If Aaron Rodgers starts giving stump speeches for his favorite candidate, players begin protesting on the field or a major politician singles out the NFL or its personalities for whatever reason, Too Deep Zone will provide commentary. Such commentary will be limited to late-night talkshow zingers when appropriate. Serious, unavoidable topics will not be avoided and will be treated seriously. But there will be no non-NFL relevant politics, and I will spare you the sort of Harrison Butker is Wrong When He Says Women Who Wear Slacks are Harlots; Here’s Why thinkpieces which usually end up being pedantic and shrill.
I’m not a rigorous moderator of comment threads, but I ask everyone to be respectful and not veer off into incendiary topics.

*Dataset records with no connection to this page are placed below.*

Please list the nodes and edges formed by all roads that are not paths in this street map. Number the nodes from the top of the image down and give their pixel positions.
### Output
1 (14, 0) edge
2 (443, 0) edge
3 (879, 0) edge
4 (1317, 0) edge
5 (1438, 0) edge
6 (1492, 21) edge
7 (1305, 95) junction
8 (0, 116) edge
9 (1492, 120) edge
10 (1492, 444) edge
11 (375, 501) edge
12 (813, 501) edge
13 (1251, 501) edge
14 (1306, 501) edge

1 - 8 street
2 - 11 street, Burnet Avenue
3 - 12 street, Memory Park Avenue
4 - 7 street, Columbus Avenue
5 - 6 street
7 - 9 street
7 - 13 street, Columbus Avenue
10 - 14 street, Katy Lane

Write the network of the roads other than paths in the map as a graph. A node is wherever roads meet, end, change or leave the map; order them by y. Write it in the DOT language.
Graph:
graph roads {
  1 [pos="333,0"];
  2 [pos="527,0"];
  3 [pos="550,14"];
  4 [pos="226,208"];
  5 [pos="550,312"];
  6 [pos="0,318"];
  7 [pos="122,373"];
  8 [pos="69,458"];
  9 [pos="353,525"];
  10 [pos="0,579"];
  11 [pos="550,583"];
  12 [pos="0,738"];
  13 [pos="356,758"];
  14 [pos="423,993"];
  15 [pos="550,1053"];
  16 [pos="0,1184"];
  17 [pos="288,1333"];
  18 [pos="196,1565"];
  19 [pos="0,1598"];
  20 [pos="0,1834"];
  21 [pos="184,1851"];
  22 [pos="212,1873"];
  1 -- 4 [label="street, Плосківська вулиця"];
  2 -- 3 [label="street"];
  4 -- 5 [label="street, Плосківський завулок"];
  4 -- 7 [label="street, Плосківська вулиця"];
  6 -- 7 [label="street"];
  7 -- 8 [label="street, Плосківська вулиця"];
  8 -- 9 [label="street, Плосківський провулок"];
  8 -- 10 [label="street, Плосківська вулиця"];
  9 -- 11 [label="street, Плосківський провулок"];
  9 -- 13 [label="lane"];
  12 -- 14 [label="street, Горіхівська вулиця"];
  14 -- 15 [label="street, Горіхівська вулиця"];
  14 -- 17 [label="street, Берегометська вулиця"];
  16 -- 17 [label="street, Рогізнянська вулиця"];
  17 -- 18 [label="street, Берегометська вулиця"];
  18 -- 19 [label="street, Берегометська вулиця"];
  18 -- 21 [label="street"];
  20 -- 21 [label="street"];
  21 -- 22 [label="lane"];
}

This policy does not extend to my social networking accounts, where I reserve the right to amplify such messages as I see fit. But the Too Deep Zone is a place of business, like a microdistillery or coffee shop, where everyone should feel welcome, included and accepted. We all deserve the chance to escape reality for a while to talk touchdowns, tell jokes and argue about quarterbacks. Let’s hope the next three months accommodate that.
COMING SOON: An issue that’s sure to not be divisive, as the All-Time Top 5 series tries to determine just how “elite” Eli Manning was!
Eli = not elite. Missing the last two letters. Case closed
Politics-free works for me! But snarky political humour, evenly distributed, can also work if light-handed. Dana Carvey on his pod with David Spade is perfect at this!